At MWC 2011, Microsoft just announced a number of improvements for WP7 including the timeline for when its first update will be pushed to devices.

The update with app-loading performance improvements and copy paste support we demoed back at CES finally got a more specific release date - it's slated to launch in early March. A number of other updates are slated for 2011, though Microsoft wouldn't assign a specific date. Those updates include multitasking support for 3rd party applications, better cloud synchronization, more web-services built into hubs, and a completely new web browser.

Microsoft recognizes that the browser is probably the single most important mobile application. It needs to be speedy, needs to be usable, and needs to have full feature parity with desktop browsers. Though the WP7 browser feels very fast translating and zooming around, JavaScript was slow and HTML5 support was nonexistent. It was based on the older Trident engine used in pre-IE9 browsers, and never felt like it really belonged in the Web 2.0 or HTML5 era. Coming in 2011, WP7 will get a major update with an IE9 browser complete with the same level of GPU acceleration and HTML5 compatibility of its desktop brother. WP7's mobile IE9 browser will use the same core rendering engine as IE9's. 

Mobile IE9 includes HTML5 support for the video tag as well. That's the same H.264 support as IE9 has on the desktop.

 

Next, WP7 will better leverage Microsoft's cloud assets, including SkyDrive support in the office hub. Other hubs are getting updates that include faster cloud sync. One of the major curiosities when WP7 launched was the absence of twitter support. Also part of 2011 will be an update that brings twitter integration in the people hub. 

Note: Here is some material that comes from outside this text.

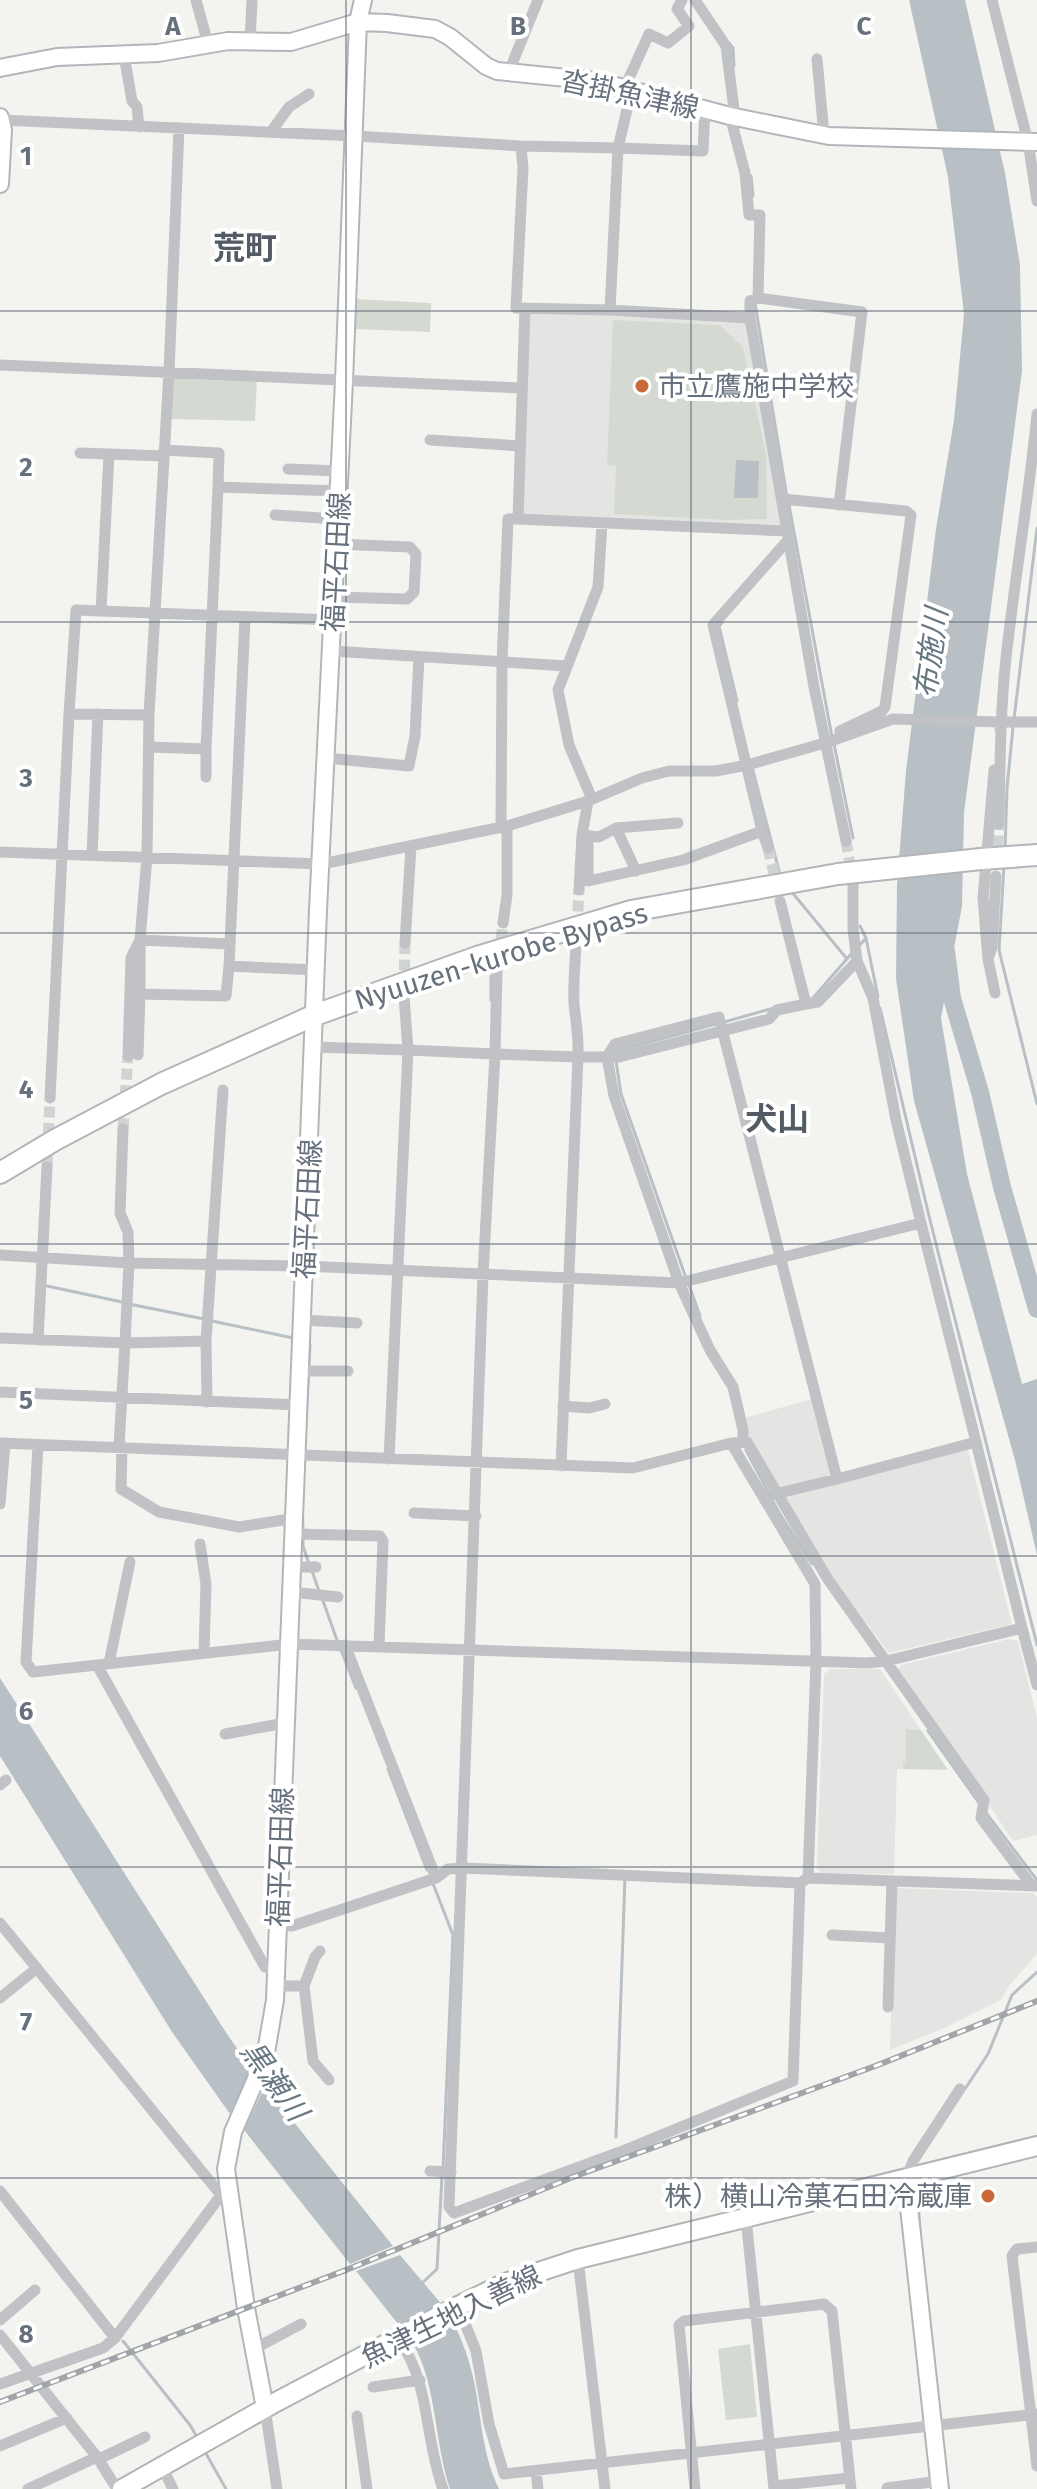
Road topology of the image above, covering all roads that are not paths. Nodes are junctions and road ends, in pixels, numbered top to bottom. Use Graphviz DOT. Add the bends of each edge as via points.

Probably the most major update, however will be inclusion of 3rd party multitasking support. Fast application re-hydration and a task manager menu are the key changes. The new multitasking interface allows for task switching using the back button. Pressing and holding the back button brings up a ring-switcher interface with screenshots of running applications.

Finally, Microsoft demonstrated an impressive example of cross WP7 and Xbox connectivity with a demo of users controlling the placement of obstacles in Kinect Adventures. Microsoft needs to move quickly to deliver WP7 updates into the hands of existing users to keep the platform competitive as Android and iOS also roll out updates.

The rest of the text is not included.